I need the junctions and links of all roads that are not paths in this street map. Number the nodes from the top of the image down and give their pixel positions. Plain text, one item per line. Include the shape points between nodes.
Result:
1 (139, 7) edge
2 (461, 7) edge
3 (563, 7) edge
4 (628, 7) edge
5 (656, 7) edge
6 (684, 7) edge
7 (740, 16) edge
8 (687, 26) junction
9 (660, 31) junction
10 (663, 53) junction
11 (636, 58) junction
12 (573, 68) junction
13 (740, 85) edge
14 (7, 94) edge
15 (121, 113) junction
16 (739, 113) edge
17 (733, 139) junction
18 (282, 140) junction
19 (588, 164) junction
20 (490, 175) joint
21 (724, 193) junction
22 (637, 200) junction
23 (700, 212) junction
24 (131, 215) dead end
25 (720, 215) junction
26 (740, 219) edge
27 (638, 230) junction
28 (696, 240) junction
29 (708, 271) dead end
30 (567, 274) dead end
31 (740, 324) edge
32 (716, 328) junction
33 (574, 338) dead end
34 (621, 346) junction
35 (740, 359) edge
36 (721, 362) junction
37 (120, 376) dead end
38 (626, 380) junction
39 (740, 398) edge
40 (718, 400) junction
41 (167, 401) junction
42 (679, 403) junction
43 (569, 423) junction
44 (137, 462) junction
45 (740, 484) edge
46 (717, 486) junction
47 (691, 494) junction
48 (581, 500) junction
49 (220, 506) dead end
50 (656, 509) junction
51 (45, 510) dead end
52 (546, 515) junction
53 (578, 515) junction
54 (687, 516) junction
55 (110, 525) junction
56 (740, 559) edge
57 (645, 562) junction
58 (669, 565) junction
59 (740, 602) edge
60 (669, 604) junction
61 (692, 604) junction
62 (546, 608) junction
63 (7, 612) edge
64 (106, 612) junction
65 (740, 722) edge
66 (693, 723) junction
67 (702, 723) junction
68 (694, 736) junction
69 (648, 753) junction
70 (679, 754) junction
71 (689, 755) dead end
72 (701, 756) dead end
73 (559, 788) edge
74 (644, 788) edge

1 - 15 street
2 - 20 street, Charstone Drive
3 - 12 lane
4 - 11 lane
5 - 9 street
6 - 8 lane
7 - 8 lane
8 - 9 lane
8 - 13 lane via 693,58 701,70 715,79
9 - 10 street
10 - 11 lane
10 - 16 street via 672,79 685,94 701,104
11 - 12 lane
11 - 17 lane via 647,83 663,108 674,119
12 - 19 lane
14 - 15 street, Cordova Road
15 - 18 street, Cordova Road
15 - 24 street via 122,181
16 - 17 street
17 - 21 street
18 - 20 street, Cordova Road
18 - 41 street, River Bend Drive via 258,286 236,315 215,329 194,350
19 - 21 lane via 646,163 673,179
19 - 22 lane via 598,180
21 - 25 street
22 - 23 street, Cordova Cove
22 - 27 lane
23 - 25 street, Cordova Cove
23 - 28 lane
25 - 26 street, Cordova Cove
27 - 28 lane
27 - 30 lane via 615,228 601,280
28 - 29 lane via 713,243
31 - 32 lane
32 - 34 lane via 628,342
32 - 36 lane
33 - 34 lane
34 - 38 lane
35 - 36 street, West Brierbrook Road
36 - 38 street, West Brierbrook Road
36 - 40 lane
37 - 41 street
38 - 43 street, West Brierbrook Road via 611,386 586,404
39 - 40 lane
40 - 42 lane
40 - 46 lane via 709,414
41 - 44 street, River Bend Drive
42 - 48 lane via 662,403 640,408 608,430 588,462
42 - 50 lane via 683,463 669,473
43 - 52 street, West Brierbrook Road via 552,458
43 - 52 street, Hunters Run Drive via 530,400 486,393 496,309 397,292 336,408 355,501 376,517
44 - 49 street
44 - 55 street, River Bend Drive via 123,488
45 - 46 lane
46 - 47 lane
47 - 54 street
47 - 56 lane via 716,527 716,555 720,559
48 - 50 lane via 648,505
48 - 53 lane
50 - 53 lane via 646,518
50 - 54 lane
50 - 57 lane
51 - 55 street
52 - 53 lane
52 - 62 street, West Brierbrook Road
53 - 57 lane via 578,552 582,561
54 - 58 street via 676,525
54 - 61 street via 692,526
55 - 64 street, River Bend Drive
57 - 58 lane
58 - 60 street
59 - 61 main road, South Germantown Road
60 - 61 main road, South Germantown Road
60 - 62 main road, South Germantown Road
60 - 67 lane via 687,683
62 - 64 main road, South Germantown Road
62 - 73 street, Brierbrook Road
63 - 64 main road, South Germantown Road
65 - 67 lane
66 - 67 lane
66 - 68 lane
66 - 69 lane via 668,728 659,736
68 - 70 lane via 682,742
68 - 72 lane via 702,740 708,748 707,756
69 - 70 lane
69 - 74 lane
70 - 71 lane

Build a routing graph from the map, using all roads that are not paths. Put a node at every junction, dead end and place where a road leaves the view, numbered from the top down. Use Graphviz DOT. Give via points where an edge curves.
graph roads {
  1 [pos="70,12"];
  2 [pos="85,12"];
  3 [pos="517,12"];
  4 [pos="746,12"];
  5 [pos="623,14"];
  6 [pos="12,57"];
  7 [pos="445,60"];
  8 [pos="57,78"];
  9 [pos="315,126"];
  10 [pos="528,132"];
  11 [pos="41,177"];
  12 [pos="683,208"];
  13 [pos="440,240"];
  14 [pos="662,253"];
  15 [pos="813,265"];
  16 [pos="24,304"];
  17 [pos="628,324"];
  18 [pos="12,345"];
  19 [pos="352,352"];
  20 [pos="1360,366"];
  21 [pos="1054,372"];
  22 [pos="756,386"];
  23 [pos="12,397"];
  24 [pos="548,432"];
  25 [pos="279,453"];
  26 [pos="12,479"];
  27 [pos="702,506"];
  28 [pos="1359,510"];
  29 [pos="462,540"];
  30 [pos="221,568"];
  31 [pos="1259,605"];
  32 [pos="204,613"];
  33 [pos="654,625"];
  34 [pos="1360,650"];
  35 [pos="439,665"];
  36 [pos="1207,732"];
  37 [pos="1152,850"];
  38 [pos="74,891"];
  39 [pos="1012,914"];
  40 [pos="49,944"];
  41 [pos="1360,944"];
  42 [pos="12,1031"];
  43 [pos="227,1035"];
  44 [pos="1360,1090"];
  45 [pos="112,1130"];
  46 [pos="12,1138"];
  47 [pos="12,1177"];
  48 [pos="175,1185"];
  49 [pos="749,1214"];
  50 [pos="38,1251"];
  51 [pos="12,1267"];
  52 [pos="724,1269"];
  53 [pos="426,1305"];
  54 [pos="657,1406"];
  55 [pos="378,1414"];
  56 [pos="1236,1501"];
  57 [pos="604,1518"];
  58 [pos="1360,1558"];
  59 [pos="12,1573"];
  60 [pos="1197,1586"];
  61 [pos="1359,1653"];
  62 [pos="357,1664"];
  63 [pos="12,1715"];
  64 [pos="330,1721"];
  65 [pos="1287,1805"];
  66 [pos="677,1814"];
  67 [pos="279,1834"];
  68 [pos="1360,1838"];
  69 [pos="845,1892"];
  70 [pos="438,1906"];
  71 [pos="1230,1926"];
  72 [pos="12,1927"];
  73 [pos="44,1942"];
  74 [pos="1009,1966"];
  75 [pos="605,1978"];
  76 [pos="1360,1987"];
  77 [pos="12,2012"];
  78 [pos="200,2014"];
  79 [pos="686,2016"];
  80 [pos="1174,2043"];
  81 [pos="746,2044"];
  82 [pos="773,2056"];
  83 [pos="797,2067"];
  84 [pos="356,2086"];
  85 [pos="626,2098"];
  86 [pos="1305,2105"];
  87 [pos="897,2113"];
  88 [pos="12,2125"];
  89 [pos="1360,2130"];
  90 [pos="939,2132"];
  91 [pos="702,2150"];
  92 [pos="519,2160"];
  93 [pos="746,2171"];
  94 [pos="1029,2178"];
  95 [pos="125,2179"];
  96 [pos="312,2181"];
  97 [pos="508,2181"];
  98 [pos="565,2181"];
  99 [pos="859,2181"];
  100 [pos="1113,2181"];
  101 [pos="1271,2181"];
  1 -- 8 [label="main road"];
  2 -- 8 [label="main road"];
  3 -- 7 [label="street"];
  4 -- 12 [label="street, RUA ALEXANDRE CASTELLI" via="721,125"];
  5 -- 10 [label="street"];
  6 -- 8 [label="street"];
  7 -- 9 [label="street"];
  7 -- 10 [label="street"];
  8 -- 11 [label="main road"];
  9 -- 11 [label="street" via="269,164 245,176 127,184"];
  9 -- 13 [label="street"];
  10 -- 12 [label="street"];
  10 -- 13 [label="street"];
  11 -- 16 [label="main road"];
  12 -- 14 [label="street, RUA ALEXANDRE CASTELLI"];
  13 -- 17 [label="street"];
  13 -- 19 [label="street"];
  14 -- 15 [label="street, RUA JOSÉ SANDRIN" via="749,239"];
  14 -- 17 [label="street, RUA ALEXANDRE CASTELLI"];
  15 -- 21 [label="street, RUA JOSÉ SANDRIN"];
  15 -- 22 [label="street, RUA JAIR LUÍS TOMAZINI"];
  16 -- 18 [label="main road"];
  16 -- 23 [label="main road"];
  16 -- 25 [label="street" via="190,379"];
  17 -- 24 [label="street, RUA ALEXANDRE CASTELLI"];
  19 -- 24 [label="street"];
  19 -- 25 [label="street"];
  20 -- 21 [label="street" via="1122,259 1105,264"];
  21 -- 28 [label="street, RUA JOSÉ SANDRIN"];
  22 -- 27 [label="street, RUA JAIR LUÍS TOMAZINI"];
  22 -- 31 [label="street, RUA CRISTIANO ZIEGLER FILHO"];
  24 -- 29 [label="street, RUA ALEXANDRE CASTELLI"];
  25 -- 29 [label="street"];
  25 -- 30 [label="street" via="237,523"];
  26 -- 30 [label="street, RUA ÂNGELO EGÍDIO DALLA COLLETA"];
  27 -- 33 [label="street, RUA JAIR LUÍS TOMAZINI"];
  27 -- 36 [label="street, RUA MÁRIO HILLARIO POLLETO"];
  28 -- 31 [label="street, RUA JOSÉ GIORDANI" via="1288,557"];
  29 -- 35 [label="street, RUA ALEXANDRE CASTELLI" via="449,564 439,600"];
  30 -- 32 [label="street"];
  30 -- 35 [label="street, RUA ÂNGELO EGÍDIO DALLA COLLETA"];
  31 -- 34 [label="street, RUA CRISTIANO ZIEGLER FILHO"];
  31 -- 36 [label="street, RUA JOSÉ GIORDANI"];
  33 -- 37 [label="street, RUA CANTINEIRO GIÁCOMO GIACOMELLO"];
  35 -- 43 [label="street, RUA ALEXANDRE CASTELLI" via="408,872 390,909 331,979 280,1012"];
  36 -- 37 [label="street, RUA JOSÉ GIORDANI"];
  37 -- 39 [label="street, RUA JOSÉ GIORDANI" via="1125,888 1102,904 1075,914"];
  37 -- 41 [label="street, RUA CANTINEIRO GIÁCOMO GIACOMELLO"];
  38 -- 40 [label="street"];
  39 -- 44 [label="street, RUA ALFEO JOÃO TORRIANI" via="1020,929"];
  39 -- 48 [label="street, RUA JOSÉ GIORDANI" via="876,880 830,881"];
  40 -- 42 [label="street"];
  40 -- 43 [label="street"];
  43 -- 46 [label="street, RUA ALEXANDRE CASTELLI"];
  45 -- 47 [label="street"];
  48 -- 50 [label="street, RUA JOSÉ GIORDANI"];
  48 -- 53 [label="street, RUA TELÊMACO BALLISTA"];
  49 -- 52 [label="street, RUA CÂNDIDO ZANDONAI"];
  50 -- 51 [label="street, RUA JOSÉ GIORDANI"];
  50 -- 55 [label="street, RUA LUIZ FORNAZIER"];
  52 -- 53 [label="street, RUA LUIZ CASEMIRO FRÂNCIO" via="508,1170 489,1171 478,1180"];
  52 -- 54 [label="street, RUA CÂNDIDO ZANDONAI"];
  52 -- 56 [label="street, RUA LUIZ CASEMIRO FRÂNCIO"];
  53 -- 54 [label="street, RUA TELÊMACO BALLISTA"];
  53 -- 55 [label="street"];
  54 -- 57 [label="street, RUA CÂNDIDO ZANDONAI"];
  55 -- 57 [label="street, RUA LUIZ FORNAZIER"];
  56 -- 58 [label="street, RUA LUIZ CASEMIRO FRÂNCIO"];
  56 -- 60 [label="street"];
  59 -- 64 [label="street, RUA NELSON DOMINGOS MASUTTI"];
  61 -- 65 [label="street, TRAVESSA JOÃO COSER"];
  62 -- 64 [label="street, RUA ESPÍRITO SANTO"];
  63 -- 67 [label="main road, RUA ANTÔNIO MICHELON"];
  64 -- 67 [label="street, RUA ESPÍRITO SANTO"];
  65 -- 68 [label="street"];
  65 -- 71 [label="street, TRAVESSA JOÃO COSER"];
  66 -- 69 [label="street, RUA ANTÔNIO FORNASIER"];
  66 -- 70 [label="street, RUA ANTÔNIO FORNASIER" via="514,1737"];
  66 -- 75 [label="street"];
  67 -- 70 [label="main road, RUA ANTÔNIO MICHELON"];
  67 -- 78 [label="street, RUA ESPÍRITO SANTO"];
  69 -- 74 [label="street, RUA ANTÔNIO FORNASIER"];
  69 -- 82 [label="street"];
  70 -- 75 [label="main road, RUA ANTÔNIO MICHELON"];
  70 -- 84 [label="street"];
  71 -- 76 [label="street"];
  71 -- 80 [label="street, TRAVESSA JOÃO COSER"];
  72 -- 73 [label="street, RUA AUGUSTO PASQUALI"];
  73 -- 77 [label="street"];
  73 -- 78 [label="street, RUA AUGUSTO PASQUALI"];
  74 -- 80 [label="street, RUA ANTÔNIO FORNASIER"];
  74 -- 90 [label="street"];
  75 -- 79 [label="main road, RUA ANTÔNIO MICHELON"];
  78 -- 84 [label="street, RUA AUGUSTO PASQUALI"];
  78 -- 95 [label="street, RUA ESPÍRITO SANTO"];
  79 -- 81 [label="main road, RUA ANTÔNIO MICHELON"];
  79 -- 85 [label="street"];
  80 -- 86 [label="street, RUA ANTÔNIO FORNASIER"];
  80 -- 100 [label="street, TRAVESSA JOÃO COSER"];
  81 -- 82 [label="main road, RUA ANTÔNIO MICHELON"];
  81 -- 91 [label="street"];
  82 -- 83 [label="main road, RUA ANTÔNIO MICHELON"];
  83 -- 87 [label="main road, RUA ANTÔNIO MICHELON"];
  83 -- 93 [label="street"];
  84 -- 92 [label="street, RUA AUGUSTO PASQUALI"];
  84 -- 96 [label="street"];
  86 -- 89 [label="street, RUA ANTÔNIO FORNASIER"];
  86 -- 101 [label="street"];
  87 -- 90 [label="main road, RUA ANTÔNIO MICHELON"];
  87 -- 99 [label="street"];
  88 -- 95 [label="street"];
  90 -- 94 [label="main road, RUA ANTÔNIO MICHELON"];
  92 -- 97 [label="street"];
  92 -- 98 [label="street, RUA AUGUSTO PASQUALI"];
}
________________________
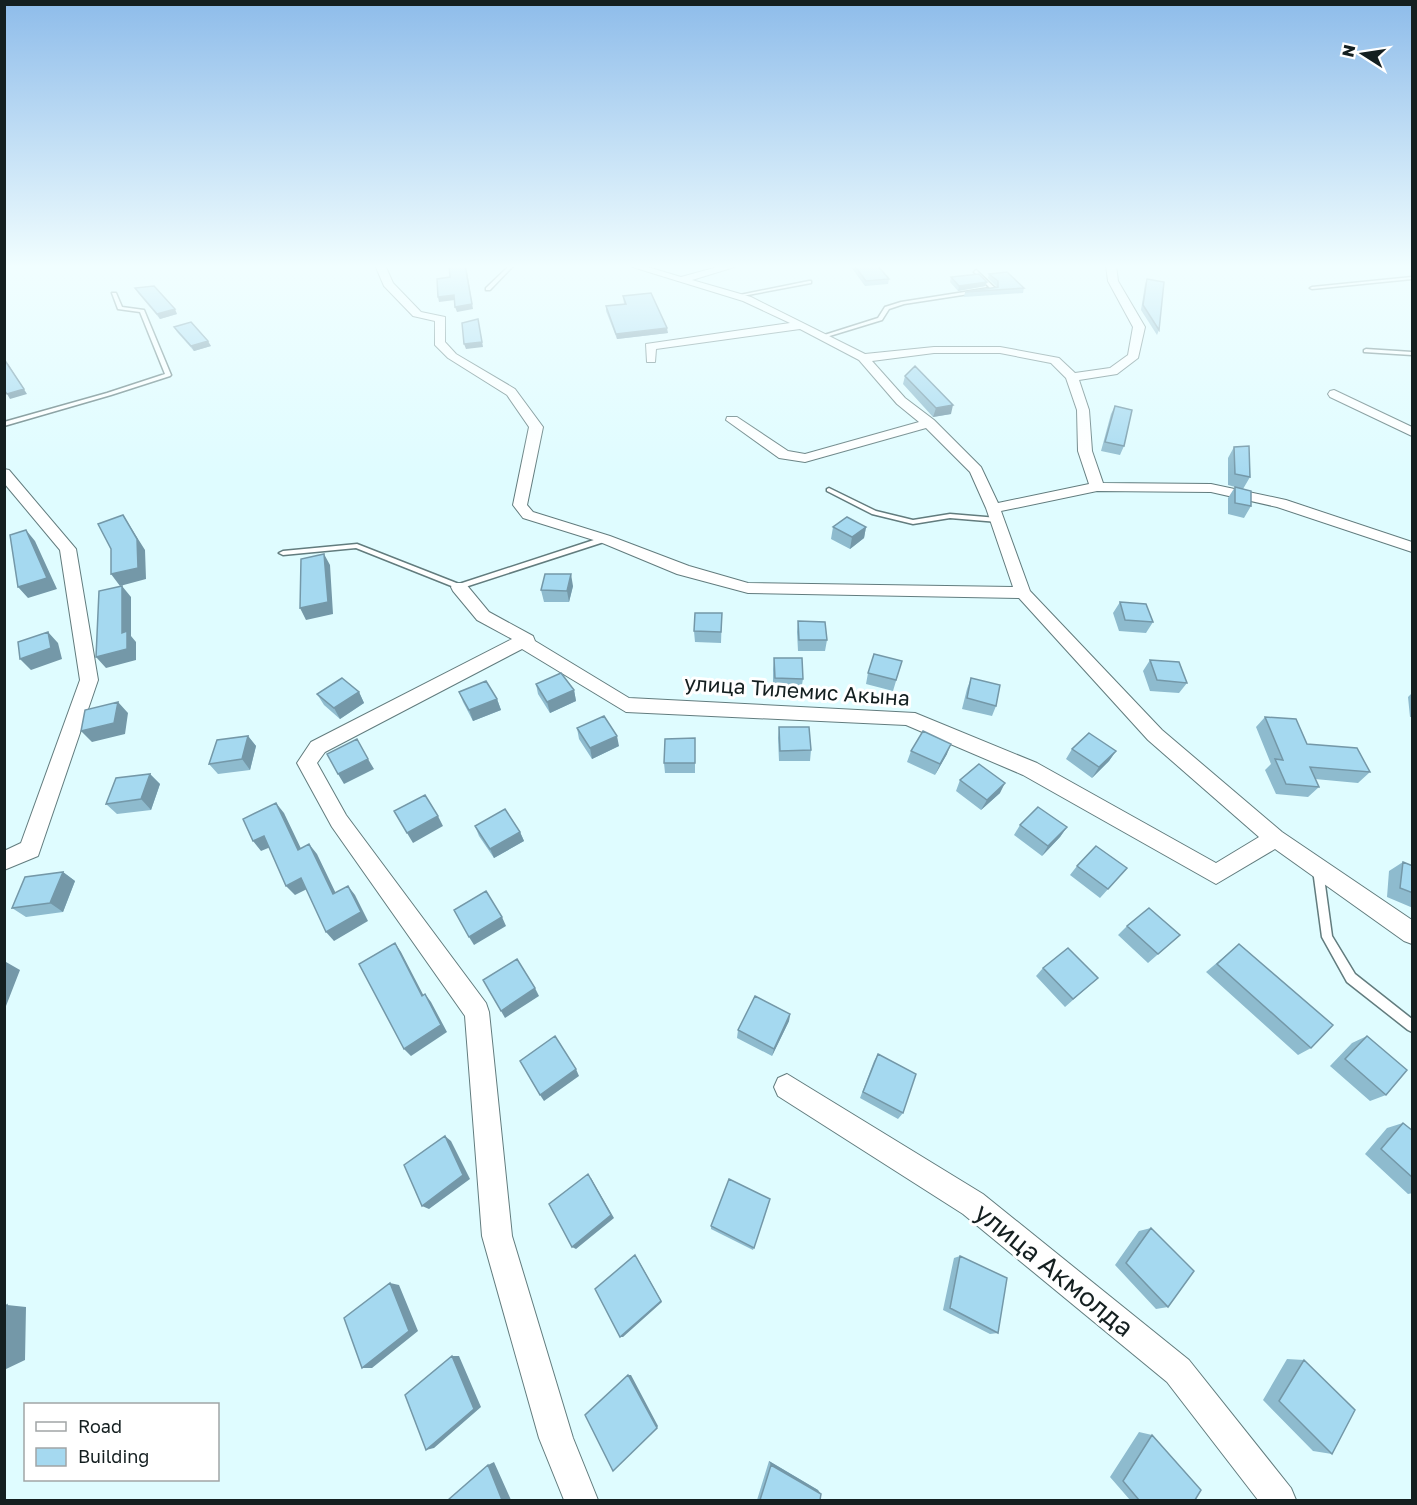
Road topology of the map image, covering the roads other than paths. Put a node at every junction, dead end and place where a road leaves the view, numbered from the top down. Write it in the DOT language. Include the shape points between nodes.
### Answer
________________________
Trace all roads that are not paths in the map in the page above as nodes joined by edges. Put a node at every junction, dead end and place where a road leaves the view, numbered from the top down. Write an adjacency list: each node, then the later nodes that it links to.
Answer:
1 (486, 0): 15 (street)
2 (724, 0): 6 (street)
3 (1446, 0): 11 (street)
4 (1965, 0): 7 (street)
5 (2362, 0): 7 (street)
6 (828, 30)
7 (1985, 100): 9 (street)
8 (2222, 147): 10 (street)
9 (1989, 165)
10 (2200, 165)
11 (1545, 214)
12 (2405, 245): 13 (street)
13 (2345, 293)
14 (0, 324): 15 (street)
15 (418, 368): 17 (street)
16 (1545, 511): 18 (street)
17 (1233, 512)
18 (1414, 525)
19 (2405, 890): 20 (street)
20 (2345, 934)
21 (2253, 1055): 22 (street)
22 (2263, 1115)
________________________
- What you will do:
Lines in the data that include the word "nodes" should all be copied.

- Completed exercise:
I need the junctions and links of all roads that are not paths in this street map. Number the nodes from the top of the image down and give their pixel positions. Plain text, one item per line. Include the shape points between nodes.
Road topology of the map image, covering the roads other than paths. Put a node at every junction, dead end and place where a road leaves the view, numbered from the top down. Write it in the DOT language. Include the shape points between nodes.
Trace all roads that are not paths in the map in the page above as nodes joined by edges. Put a node at every junction, dead end and place where a road leaves the view, numbered from the top down. Write an adjacency list: each node, then the later nodes that it links to.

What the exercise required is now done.